[Saved entries]
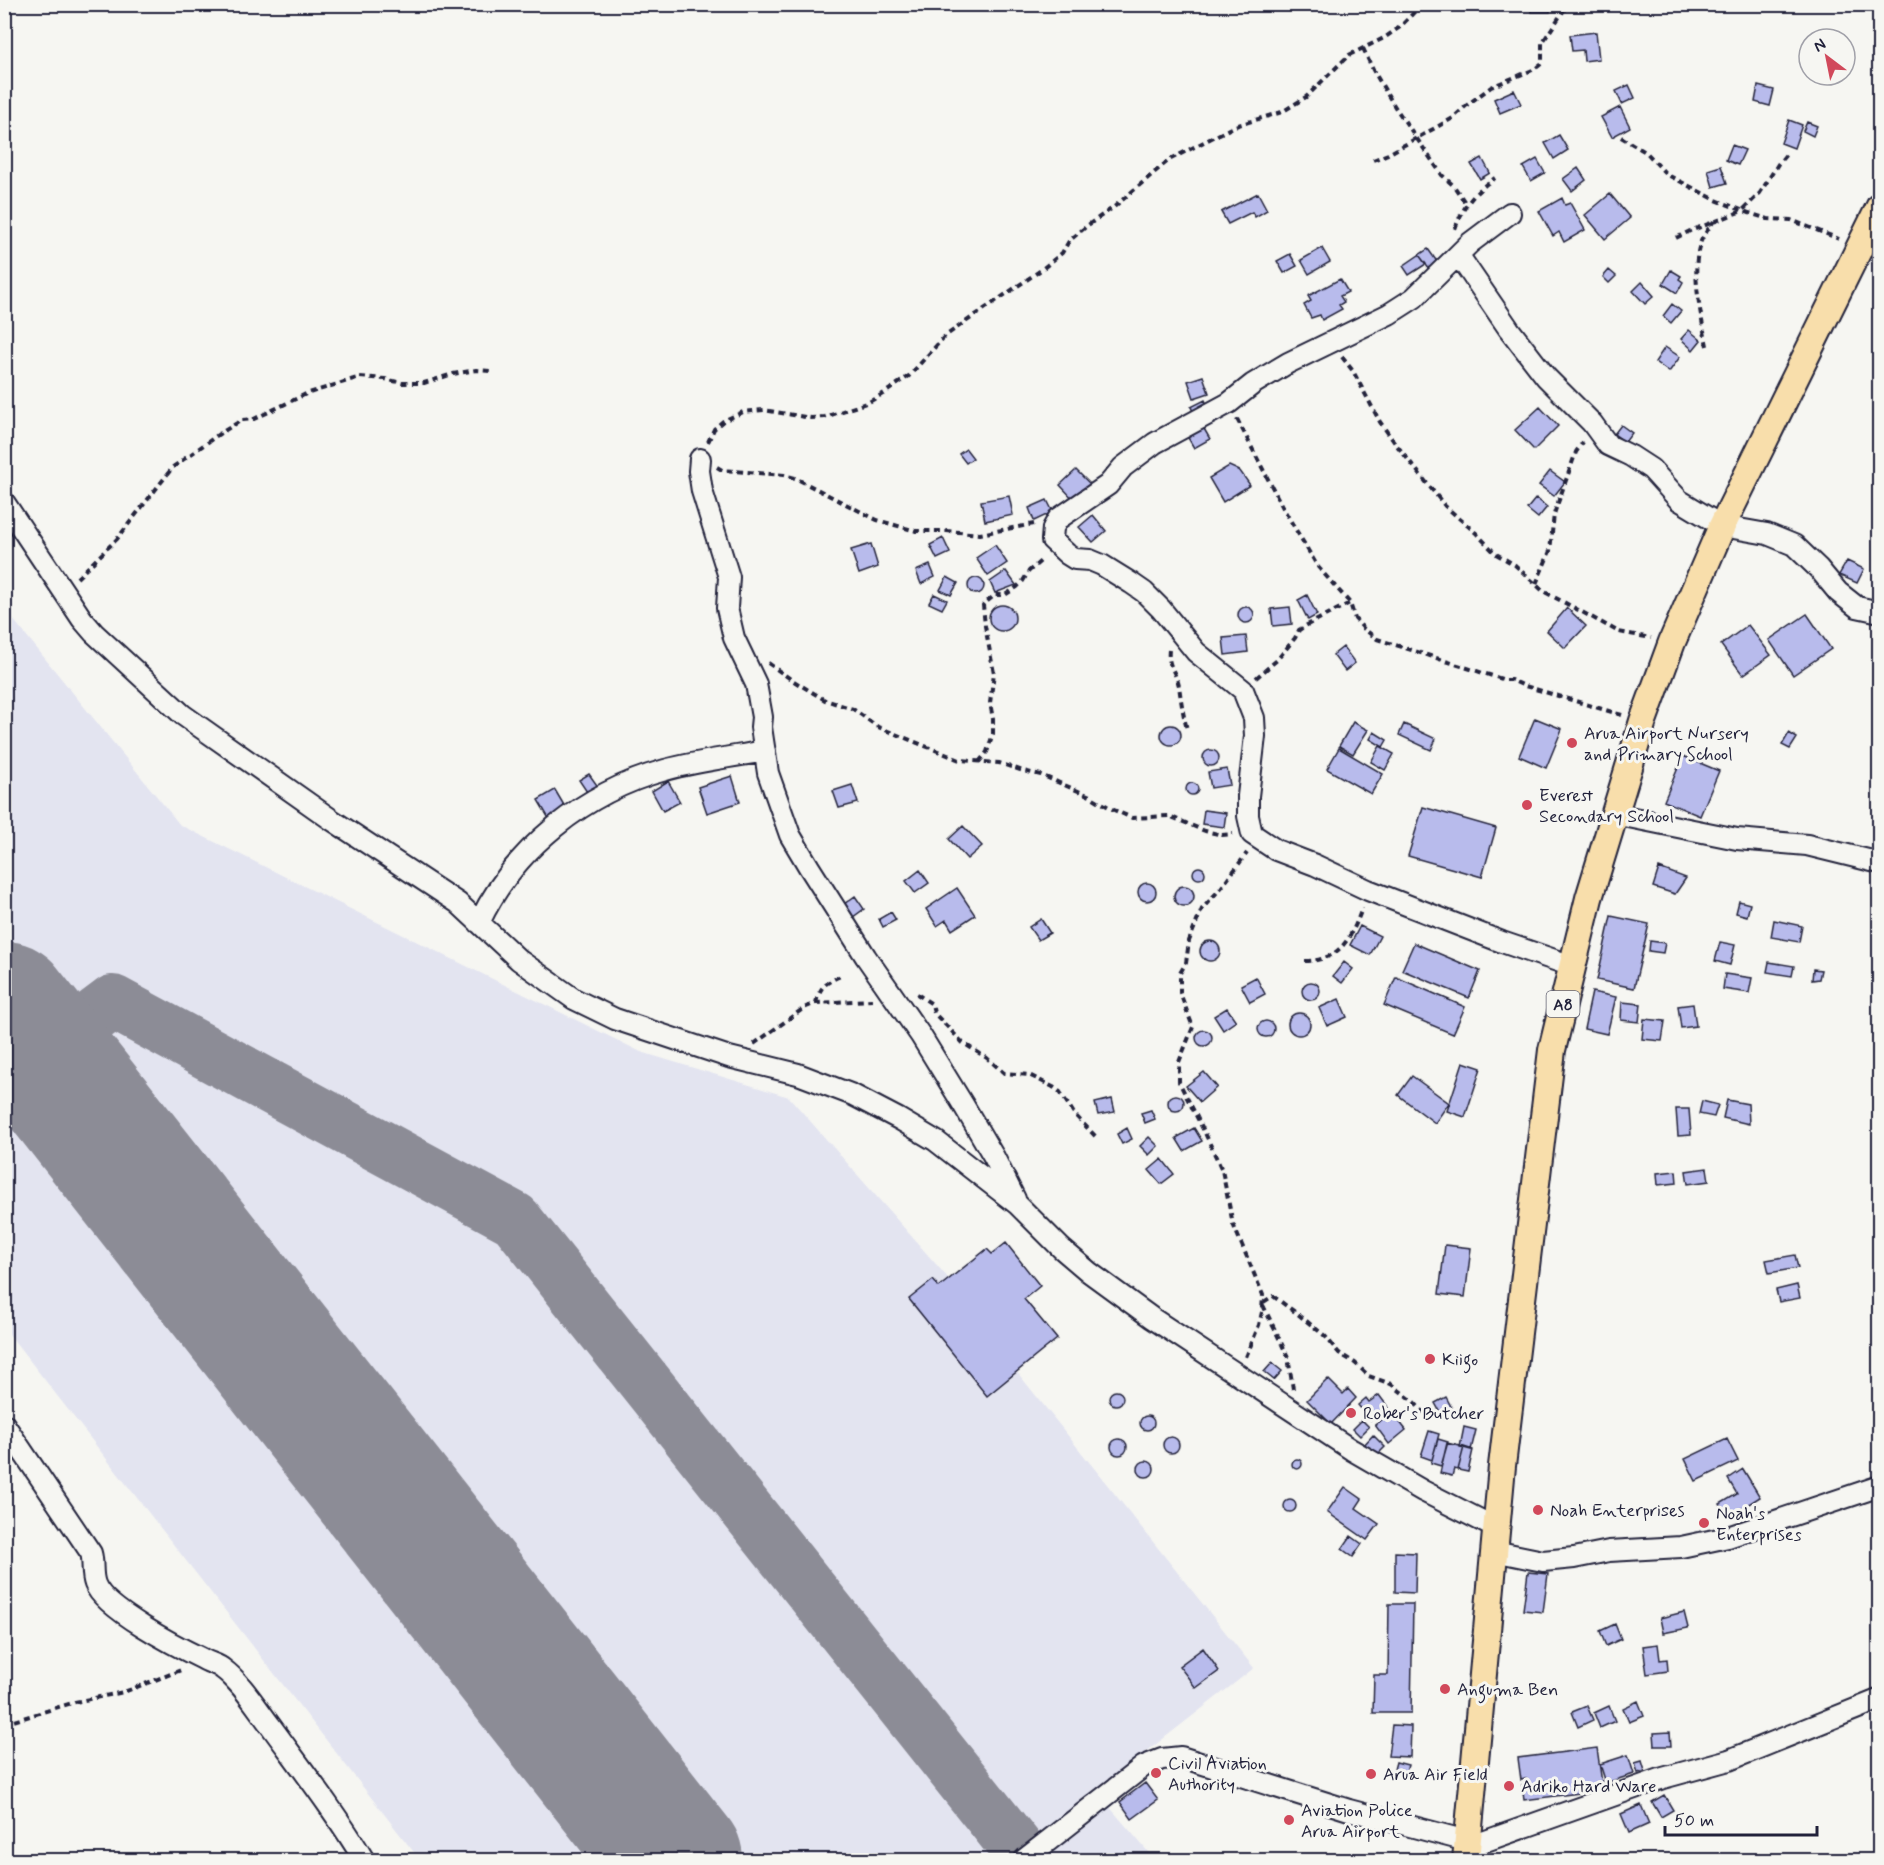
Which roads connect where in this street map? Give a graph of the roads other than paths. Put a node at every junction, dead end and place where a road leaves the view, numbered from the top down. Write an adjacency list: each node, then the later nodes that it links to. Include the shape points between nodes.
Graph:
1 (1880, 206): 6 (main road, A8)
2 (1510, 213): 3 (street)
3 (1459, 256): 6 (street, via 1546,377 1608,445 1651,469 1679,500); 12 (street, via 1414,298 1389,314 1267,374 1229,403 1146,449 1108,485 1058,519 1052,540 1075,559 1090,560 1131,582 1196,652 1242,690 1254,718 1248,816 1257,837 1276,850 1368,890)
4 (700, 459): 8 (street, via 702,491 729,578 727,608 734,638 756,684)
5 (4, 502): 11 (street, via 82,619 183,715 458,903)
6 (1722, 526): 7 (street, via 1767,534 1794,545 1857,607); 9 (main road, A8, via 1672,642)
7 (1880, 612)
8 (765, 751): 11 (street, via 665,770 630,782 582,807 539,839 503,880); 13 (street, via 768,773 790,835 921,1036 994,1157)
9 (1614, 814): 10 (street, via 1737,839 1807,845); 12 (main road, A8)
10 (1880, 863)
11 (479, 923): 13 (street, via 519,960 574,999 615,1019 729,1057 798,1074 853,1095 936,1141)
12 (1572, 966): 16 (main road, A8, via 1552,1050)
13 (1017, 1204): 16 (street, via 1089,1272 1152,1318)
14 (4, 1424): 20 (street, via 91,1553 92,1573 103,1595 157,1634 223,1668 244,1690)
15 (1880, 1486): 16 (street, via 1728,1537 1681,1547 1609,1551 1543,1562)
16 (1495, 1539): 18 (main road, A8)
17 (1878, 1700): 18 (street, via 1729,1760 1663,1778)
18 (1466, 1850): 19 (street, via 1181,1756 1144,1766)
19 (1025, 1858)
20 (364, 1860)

--

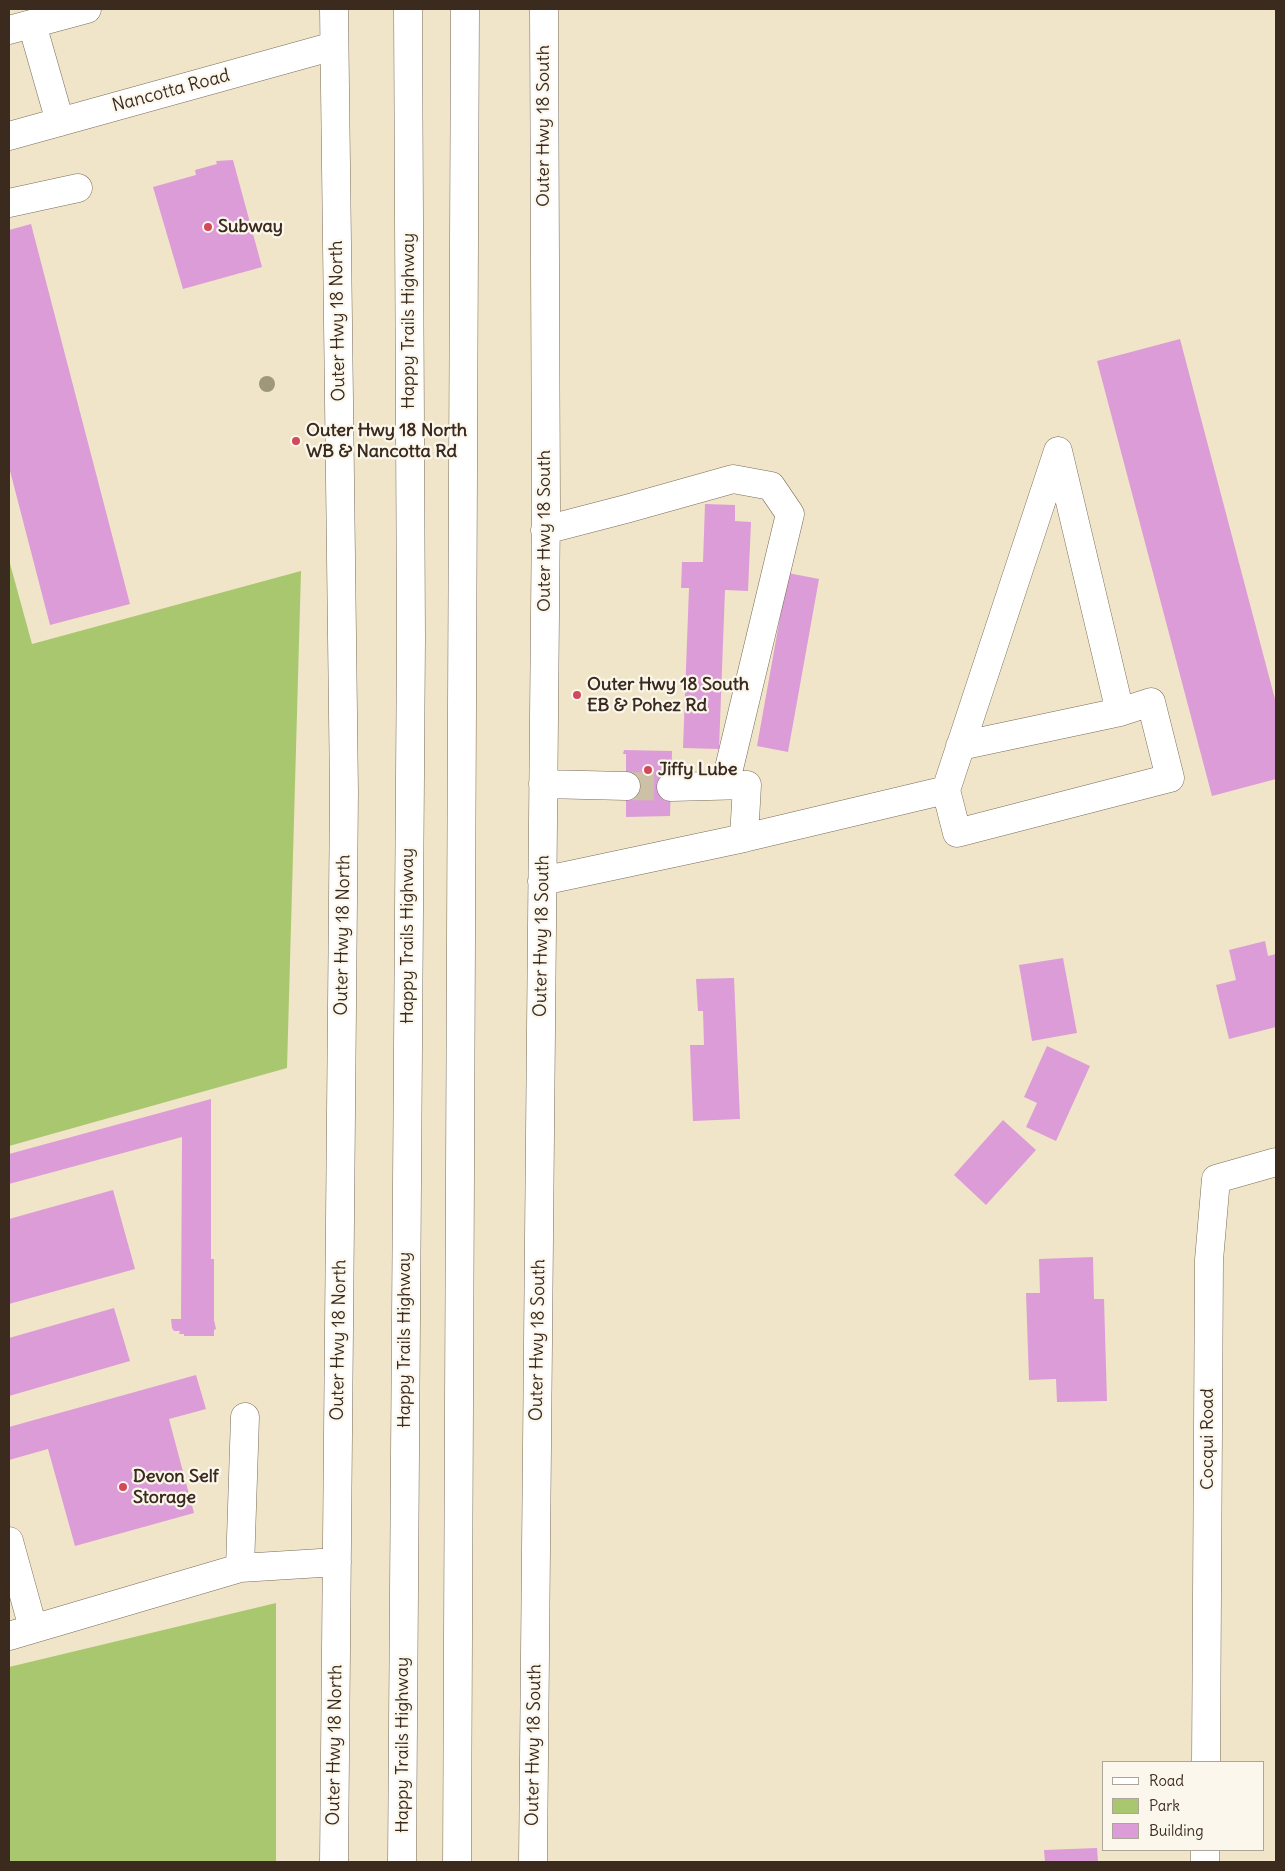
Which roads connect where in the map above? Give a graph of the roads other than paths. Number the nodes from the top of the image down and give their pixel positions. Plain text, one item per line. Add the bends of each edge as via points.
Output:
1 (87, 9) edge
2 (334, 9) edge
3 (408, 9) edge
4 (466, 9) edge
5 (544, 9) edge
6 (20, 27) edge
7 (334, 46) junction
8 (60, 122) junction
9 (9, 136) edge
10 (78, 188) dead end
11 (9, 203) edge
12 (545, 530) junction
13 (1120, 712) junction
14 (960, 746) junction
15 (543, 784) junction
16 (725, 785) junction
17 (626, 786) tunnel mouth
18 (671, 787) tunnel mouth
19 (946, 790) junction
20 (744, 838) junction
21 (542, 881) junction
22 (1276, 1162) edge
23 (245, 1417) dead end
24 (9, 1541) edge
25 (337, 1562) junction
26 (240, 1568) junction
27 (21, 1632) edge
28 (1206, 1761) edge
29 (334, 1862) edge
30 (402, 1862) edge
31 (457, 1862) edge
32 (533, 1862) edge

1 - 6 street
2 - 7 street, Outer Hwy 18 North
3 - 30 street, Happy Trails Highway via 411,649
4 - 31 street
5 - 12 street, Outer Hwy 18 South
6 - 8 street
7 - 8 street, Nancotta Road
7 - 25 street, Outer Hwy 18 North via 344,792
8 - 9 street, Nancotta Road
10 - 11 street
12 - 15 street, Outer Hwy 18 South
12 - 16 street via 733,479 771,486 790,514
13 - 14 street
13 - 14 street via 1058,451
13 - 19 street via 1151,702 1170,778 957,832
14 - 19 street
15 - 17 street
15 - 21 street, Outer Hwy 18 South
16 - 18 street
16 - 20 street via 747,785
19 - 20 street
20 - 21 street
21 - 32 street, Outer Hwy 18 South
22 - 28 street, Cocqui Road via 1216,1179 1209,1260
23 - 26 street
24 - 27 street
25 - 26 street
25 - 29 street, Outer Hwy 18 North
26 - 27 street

● **Work required**
Go through the entries and filter for lines holding the word "nodes"; copy each match.

● **Answer for this exercise**
Which roads connect where in this street map? Give a graph of the roads other than paths. Put a node at every junction, dead end and place where a road leaves the view, numbered from the top down. Write an adjacency list: each node, then the later nodes that it links to. Include the shape points between nodes.
Which roads connect where in the map above? Give a graph of the roads other than paths. Number the nodes from the top of the image down and give their pixel positions. Plain text, one item per line. Add the bends of each edge as via points.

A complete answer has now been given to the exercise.